Nederland heeft alles in huis om wereldleider te zijn in life sciences, maar dat fundament begint te wankelen. Uit het Rapport van KPMG en de American Chamber of Commerce in the Netherlands (AmCham) “De toekomst voor de sector life sciences in Nederland” blijkt dat Nederland in 2025 nog maar op plek zes staat in het internationale vestigingsklimaat voor life sciences-bedrijven.

Behoud van deze 6e plek is voor de komende jaren geen vanzelfsprekendheid. Terwijl andere landen miljarden investeren en hun procedures versnellen, blijft Nederland steken in trage goedkeuringen, versnipperd beleid en hoge kosten. Als we nu niet samen handelen, stellen we niet alleen onze huidige positie op het spel, maar ook de kans op een gezondere samenleving, een sterkere economie en onafhankelijkheid van landen als China en de VS. 

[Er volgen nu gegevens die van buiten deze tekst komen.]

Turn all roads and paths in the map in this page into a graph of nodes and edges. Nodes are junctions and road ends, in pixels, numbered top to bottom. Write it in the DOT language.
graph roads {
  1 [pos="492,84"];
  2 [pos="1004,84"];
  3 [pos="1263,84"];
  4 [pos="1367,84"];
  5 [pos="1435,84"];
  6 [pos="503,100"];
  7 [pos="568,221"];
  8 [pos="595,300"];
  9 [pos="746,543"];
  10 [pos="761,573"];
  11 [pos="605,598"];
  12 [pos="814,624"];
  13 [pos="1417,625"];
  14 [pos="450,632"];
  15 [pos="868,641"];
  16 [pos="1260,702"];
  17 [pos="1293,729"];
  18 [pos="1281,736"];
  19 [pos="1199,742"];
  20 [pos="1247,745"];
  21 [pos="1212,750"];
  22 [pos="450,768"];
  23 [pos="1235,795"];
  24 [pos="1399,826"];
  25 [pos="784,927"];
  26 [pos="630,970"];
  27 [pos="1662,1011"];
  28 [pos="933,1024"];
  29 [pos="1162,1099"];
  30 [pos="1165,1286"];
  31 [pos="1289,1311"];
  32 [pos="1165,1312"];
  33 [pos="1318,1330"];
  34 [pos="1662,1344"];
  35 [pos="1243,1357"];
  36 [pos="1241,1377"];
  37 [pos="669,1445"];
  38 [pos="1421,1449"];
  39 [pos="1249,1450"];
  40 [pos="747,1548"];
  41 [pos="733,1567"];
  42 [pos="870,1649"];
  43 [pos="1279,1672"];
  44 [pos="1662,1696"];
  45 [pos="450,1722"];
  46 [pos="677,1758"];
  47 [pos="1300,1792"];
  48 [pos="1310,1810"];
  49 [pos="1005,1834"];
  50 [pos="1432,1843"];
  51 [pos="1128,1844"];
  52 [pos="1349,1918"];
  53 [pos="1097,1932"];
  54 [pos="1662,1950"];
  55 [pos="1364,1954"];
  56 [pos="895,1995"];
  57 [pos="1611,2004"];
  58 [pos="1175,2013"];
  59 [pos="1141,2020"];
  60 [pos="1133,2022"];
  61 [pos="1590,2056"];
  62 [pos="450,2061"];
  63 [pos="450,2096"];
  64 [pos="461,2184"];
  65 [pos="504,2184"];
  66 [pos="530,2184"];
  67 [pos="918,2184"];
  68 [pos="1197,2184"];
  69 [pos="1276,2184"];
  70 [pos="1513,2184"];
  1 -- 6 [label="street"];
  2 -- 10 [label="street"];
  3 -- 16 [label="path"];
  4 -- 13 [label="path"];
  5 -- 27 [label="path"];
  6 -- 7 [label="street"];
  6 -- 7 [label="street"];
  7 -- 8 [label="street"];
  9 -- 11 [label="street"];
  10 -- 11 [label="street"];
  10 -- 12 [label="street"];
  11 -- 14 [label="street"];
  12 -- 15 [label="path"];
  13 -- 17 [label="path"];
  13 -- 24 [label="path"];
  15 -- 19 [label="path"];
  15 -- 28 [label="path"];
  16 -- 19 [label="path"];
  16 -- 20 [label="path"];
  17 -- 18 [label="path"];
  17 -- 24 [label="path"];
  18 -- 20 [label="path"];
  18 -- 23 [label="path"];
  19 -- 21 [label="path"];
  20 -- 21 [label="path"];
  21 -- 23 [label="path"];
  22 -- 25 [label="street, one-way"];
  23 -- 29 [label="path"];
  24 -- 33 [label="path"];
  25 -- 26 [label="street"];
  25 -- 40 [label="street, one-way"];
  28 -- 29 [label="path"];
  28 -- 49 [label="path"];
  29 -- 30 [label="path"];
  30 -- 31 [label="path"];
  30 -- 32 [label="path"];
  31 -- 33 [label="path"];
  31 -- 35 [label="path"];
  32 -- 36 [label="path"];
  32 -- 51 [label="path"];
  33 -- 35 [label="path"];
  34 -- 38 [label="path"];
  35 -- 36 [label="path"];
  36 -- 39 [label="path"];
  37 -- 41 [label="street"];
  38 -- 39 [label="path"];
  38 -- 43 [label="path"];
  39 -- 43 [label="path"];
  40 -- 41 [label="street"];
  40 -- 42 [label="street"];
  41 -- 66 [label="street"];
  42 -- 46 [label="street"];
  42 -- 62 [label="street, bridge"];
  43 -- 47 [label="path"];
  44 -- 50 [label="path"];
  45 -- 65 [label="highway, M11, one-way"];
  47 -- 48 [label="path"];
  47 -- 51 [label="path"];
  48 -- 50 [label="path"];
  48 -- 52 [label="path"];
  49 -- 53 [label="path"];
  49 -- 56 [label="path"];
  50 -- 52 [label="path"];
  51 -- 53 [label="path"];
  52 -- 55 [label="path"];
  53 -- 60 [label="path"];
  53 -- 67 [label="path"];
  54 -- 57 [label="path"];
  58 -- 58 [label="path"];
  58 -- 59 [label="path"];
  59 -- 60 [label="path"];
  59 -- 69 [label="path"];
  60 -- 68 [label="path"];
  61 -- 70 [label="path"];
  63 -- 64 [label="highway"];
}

Life sciences zijn geen kostenpost, maar een motor van vooruitgang. De sector draagt jaarlijks €32 miljard bij aan het bbp en biedt werk aan ruim 53.000 mensen. Toch zijn onze private R&D-investeringen slechts €900 miljoen – een fractie van wat België (€5.692 miljoen) en Zwitserland (€9.556 miljoen) investeren. Dat is geen gebrek aan potentie, maar aan durf. Nederland moet weer kiezen voor doen: investeren in slimme oplossingen, ruimte geven aan talent en barrières wegnemen.  

De urgentie die uit het rapport naar voren komt is duidelijk. De toegang tot nieuwe geneesmiddelen duurt in Nederland gemiddeld 514 dagen – bijna dubbel zo lang als in Duitsland. Dat betekent dat patiënten wachten, bedrijven afhaken en innovaties elders worden verzilverd. Willen we een ijzersterk innovatieklimaat, dan moeten we versnellen: goedkeuringsprocedures stroomlijnen, een nationale data-infrastructuur bouwen en publiek-private samenwerking versterken. Alleen zo maken we Nederland weer aantrekkelijk voor investeerders, onderzoekers en ondernemers. 

We hebben alles in huis. Maar wie nu niet handelt, raakt achterop. Geen overleg, maar actie. Geen afwachten, maar investeren. In zorg, economie en daarmee de toekomst.